Case exhaustiveness:

Standard ML's pattern matching facility is carefully designed to allow the compiler to prove or disprove case exhaustiveness. I tend to think this is a bad trade-off; the language is significantly crippled to enable a very weak theorem prover to prove a theorem that's of limited utility. Sure, it has its uses, but when you know things the theorem prover doesn't, you have to abandon pattern matching entirely. Other language designers seem to agree with me, since Haskell and I think Ocaml also don't check for case exhaustiveness.

Inference problems:

I have no expertise in Hindley-Milner inference, but I'm sure true unions are not inferrable. But one thing recent Haskell research has demonstrated is that convenient but uninferrable extensions to Hindley-Milner type systems can often be safely added with the requirement that they be explicitly annotated. I bet you could add true unions, require explicit type annotations when they're used, and get along just fine.

Function types and polymorphic types:

This is where it gets tougher. How do you tag these kinds of types? Do you do runtime subtyping checks for things like the more-polymorphic-than relation? I don't have an answer. A simple one is to restrict unions to types with simple tags, although those kinds of arbitrary restrictions lead to lack of compositionality in language design. But perhaps it's possible to make this work with the entire type system.

Some of this design space has been explored with Ocaml's polymorphic variants. I should take a look at the literature on that.

Thursday, March 01, 2007

'a typing

There are a lot of typing paradigms running around these days without clear definitions. One of the difficulties is that any given phrase carries a number of different meanings, including (but not necessarily limited to) the phrase's apparent meaning from its constituent words, the phrase's common usage in any one of a number of different communities, the originator's intended meaning of the phrase, the original intended application domain of the paradigm, or the subsequent historical application domain of the paradigm.

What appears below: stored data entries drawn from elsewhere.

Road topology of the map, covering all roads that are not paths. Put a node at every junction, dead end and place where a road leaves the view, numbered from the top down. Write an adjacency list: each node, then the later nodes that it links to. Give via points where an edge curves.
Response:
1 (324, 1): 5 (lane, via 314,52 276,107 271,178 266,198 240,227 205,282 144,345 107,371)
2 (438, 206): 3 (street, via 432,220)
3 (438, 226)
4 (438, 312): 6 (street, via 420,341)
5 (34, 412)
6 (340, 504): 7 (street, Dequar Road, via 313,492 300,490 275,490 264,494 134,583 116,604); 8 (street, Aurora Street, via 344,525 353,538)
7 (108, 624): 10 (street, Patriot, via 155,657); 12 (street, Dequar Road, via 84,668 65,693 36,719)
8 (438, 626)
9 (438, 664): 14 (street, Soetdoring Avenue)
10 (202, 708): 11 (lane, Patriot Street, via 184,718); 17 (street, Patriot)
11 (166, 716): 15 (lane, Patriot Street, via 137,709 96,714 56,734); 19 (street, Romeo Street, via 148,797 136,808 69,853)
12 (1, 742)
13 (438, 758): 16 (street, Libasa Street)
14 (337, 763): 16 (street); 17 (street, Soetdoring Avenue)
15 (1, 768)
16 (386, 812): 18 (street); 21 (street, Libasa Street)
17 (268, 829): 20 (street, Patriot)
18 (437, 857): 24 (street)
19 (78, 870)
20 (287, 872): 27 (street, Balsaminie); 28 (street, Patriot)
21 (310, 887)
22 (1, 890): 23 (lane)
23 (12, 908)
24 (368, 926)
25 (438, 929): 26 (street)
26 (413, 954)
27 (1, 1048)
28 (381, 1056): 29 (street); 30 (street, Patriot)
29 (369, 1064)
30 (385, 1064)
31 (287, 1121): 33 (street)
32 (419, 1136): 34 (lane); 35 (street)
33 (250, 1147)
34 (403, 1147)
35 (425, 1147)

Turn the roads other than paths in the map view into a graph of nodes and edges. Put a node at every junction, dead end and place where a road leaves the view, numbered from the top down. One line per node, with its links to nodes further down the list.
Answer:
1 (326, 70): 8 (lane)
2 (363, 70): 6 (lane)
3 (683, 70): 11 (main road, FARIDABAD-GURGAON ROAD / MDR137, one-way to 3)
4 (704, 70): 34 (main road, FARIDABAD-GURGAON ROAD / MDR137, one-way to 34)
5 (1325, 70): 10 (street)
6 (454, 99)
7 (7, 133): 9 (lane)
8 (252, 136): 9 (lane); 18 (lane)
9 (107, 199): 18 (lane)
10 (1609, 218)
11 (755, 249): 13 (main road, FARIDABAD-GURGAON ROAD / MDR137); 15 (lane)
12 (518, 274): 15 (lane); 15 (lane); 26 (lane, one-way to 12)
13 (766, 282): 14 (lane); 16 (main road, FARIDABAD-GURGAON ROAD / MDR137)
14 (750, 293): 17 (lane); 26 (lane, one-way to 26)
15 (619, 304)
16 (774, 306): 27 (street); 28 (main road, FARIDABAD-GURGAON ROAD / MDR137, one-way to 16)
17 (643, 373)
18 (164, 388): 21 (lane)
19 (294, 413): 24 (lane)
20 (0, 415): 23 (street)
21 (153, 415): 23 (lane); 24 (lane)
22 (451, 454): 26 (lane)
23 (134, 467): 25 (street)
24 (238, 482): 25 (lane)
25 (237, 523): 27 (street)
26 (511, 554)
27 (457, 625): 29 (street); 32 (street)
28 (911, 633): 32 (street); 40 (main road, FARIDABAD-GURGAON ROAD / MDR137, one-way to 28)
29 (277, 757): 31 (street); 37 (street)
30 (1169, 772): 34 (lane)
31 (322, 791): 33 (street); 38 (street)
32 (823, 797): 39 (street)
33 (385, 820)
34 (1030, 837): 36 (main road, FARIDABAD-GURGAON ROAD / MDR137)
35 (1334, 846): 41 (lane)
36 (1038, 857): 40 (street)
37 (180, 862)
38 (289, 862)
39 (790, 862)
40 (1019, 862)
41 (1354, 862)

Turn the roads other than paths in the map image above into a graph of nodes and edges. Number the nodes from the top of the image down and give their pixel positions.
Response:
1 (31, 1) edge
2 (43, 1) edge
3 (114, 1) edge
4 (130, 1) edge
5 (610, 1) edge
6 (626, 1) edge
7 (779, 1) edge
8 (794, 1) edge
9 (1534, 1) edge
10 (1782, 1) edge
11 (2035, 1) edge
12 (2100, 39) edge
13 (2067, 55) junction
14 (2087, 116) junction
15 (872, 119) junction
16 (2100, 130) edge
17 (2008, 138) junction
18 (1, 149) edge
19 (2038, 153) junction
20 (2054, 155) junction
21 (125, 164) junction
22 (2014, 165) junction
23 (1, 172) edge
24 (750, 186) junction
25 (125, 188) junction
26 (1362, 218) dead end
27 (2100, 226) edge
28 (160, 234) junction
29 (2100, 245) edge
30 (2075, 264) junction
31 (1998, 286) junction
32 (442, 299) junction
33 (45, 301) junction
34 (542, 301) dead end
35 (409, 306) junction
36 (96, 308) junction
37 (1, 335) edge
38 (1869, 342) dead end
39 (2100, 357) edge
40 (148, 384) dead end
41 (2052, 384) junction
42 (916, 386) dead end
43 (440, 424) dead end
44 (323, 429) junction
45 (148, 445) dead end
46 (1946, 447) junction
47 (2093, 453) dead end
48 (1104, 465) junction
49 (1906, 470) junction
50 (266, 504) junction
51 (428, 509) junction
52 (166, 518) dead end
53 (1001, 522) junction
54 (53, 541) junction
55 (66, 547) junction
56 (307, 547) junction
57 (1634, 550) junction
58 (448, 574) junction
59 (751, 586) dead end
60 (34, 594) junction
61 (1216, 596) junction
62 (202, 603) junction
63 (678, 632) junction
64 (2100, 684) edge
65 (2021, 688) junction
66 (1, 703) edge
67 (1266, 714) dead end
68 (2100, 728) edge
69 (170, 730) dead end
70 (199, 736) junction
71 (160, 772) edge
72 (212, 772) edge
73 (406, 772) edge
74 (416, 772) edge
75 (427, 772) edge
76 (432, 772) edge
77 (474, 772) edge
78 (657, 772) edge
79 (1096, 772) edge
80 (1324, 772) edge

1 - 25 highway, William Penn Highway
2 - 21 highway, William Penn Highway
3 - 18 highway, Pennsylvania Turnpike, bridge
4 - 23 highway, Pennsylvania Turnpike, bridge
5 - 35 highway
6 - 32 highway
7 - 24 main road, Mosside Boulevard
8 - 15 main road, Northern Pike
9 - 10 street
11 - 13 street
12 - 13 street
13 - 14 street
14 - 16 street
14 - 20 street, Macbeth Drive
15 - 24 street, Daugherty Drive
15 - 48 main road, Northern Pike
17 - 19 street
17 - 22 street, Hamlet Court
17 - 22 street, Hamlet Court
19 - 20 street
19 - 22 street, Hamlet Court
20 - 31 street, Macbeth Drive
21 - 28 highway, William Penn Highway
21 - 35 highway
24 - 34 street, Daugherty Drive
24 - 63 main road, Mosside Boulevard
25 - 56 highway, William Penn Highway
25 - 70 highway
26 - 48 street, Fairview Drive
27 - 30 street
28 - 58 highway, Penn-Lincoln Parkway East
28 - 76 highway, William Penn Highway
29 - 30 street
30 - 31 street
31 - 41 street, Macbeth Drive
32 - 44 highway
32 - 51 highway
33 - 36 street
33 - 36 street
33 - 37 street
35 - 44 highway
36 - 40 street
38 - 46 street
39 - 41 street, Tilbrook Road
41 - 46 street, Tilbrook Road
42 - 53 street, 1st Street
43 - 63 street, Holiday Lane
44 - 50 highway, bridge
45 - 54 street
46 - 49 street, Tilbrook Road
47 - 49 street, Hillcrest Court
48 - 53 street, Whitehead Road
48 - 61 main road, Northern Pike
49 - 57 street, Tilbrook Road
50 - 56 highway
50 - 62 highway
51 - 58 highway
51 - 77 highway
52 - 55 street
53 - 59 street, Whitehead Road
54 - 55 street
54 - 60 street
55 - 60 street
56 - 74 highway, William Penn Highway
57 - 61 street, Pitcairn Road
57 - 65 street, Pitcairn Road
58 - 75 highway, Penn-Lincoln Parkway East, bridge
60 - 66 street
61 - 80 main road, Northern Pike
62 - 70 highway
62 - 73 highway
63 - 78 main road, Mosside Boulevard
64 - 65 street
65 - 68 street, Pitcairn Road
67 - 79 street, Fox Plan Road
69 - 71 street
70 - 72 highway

Here's what I tend to mean by the following phrases. Disclaimer: I try to keep a balance between the aforementioned categories of meaning, although my community's common usage generally takes precedence. In any case there's a lot of vagueness and variability in the terminology, not to mention controversy. Read this at your own risk.

static typing: systems for reasoning about and enforcing inherent language invariants algorithmically and without involving program evaluation. In order to guarantee the invariants, the runtime semantics is only allowed to evaluate statically well-typed programs.

dynamic typing: systems for enforcing inherent language invariants incrementally during program evaluation via runtime checks.

soft typing: systems for detecting possible violations of imposed (i.e., not inherent) language invariants algorithmically and without involving program evaluation. The runtime semantics does not depend on programs being well-typed according to the soft typing algorithm.

optional typing: systems for detecting possible violations of imposed language invariants algorithmically and without involving program evaluation. The runtime semantics does not depend on program being well-typed according to the optional typing algorithm. (Come to think of it, I can't come up with a distinction between soft typing and optional typing off-hand.)

pluggable typing: systems of optional typing that admit any number of different static checking algorithms.

hybrid typing: systems for enforcing inherent language invariants algorithmically both via static reasoning and dynamic checks. This paradigm was originally introduced as a way to combine the static guarantees of statically typed languages with the more expressive annotation languages of dynamic contract systems.

gradual typing: systems for enforcing inherent language invariants algorithmically both via static reasoning and dynamic checks. This paradigm was originally introduced to facilitate program evolution by permitting incremental annotation of programs.

strong/weak typing: your guess is as good as mine.